# Work to be completed:
Lines that include the string "Eula" are the ones to copy from the entries below.

# Exercise data:

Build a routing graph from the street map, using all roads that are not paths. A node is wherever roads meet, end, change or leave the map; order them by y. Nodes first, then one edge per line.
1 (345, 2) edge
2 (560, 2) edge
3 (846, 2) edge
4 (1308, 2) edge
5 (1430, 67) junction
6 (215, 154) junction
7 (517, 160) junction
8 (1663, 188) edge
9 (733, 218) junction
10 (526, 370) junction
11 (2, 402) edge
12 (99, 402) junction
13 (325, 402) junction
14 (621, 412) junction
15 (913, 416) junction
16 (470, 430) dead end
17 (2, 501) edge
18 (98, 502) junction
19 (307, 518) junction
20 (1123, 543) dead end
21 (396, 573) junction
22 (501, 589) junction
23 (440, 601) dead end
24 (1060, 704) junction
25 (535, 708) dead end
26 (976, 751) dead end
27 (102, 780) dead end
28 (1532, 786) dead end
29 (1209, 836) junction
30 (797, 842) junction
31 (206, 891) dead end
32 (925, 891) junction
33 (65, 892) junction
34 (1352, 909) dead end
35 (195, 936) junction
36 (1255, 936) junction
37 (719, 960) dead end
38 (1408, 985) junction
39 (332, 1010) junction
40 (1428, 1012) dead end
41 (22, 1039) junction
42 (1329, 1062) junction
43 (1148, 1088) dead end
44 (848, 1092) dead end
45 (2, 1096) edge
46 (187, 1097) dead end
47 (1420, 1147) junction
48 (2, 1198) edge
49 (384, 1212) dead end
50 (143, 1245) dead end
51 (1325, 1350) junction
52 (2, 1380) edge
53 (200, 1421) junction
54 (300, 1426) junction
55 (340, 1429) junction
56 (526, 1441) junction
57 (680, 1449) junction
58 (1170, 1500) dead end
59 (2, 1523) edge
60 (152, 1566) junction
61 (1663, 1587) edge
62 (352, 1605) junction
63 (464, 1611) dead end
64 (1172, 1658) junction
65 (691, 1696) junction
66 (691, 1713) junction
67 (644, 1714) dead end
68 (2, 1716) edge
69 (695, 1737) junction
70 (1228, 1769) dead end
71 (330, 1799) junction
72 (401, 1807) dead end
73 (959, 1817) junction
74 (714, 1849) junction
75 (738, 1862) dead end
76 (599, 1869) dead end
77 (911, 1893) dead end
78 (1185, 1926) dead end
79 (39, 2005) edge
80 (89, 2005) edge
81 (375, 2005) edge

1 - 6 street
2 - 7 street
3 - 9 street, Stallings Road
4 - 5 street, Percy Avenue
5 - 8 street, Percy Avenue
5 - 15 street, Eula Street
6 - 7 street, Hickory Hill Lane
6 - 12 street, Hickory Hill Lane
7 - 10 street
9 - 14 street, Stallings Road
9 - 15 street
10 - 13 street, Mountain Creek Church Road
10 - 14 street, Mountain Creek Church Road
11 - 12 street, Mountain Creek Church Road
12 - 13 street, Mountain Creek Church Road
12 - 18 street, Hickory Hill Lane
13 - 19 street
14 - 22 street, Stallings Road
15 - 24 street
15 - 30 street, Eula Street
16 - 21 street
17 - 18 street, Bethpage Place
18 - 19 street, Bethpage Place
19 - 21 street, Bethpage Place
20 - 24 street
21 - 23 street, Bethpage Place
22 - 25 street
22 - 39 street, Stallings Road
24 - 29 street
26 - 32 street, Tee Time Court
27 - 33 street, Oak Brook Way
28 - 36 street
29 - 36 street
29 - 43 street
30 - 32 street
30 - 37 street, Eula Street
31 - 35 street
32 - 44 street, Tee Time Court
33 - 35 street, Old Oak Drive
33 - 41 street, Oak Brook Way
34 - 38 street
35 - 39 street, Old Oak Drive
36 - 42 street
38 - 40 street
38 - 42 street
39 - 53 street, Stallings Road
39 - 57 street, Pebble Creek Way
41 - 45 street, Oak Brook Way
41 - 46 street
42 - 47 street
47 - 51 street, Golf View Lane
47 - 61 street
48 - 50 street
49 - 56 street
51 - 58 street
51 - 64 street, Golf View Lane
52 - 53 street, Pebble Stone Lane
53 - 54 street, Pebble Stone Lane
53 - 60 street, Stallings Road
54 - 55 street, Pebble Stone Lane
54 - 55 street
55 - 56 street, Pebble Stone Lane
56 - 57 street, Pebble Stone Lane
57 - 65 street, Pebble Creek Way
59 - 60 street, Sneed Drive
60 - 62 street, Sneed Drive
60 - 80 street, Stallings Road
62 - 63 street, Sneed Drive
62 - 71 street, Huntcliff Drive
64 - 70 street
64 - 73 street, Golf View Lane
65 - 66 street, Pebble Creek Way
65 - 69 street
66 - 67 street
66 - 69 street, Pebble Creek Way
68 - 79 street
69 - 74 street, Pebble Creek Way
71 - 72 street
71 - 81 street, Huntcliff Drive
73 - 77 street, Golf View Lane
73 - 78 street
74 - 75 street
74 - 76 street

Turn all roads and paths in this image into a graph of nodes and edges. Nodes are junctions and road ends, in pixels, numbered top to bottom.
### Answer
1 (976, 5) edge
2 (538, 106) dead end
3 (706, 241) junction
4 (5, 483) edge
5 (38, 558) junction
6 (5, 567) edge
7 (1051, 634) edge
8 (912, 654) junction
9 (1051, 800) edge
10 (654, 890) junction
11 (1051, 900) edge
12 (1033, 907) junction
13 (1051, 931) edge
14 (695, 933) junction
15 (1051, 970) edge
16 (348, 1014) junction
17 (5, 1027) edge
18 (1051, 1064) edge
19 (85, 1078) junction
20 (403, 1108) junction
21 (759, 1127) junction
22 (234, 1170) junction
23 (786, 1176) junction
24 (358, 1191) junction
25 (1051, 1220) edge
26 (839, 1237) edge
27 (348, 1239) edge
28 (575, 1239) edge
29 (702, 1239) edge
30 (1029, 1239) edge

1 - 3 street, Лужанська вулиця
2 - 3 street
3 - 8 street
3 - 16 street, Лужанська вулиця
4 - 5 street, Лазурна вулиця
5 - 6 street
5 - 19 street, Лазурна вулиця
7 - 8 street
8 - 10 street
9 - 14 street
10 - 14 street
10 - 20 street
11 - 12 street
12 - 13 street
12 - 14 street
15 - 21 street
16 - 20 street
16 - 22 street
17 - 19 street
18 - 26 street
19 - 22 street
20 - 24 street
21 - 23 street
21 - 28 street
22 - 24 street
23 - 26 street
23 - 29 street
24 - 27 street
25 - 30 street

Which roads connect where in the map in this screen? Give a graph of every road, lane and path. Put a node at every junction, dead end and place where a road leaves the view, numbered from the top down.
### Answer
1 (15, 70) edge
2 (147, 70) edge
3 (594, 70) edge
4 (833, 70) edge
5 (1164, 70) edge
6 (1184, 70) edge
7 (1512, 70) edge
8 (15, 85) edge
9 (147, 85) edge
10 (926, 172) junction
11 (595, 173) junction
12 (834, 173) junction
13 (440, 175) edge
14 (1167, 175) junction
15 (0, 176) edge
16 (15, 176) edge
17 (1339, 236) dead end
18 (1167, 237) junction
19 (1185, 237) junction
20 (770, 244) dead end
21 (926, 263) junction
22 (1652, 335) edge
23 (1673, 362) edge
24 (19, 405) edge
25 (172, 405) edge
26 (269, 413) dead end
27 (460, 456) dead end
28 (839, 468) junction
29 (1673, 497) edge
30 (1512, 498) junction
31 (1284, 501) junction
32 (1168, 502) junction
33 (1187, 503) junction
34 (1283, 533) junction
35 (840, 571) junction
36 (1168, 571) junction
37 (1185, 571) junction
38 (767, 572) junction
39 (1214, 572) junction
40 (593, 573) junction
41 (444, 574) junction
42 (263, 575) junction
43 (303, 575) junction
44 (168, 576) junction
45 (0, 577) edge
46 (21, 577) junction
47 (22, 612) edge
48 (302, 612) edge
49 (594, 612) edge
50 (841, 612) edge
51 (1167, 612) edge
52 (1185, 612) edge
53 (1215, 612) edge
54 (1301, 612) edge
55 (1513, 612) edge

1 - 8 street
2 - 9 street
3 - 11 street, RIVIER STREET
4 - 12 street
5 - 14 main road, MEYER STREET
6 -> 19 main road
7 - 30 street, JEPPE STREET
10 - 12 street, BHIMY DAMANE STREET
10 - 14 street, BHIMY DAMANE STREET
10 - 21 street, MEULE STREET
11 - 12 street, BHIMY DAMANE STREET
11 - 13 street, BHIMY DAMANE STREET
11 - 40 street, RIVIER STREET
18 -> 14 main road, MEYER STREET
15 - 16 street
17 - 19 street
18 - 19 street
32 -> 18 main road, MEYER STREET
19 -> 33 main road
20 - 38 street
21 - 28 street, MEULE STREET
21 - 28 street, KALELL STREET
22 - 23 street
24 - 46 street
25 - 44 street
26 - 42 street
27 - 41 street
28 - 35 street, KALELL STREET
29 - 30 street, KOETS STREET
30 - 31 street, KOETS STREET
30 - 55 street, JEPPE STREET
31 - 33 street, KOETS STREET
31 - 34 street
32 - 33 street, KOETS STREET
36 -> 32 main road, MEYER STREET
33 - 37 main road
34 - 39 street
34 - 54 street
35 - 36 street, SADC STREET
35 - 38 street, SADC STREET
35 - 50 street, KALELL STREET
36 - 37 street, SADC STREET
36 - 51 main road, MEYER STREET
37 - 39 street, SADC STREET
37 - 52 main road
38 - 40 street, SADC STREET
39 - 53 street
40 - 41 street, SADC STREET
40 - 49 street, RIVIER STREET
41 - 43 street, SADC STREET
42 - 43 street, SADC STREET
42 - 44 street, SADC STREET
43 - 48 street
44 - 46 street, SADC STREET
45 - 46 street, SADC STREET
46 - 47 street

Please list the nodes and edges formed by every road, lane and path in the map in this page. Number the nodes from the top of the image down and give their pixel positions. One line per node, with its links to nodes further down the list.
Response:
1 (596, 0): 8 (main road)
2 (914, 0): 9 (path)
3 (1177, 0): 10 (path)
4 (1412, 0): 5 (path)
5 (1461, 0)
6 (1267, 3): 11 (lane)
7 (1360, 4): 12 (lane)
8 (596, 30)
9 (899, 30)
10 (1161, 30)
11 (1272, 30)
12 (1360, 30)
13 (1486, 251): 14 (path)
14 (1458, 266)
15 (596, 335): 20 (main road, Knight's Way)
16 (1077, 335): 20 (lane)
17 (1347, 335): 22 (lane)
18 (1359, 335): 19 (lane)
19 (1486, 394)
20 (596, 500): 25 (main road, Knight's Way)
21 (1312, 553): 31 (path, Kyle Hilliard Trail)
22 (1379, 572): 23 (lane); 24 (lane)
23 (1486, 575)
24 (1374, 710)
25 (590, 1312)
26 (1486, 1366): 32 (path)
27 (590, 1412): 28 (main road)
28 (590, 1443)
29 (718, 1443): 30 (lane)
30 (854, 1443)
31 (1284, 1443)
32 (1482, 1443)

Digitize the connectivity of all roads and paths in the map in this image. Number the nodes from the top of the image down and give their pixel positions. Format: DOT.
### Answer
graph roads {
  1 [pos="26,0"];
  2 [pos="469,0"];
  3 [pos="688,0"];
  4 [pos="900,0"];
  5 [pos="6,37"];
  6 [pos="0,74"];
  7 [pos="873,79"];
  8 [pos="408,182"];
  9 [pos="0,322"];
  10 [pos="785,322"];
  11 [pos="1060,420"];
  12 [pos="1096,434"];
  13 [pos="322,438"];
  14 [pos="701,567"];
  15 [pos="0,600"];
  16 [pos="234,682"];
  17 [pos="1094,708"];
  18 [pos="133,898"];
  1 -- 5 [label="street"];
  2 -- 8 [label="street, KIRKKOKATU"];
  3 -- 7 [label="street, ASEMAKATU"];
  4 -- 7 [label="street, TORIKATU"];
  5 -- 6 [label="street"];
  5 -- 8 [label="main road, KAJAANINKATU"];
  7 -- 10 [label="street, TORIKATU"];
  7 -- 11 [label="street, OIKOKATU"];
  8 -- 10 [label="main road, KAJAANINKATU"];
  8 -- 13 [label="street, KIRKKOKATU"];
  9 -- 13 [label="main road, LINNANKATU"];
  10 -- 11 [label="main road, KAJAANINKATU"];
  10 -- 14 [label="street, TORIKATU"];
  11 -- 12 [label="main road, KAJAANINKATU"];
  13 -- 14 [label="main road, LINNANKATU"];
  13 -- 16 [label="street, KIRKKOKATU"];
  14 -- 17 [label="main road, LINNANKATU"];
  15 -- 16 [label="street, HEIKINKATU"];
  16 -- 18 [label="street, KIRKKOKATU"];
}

# Answer:
5 - 15 street, Eula Street
15 - 30 street, Eula Street
30 - 37 street, Eula Street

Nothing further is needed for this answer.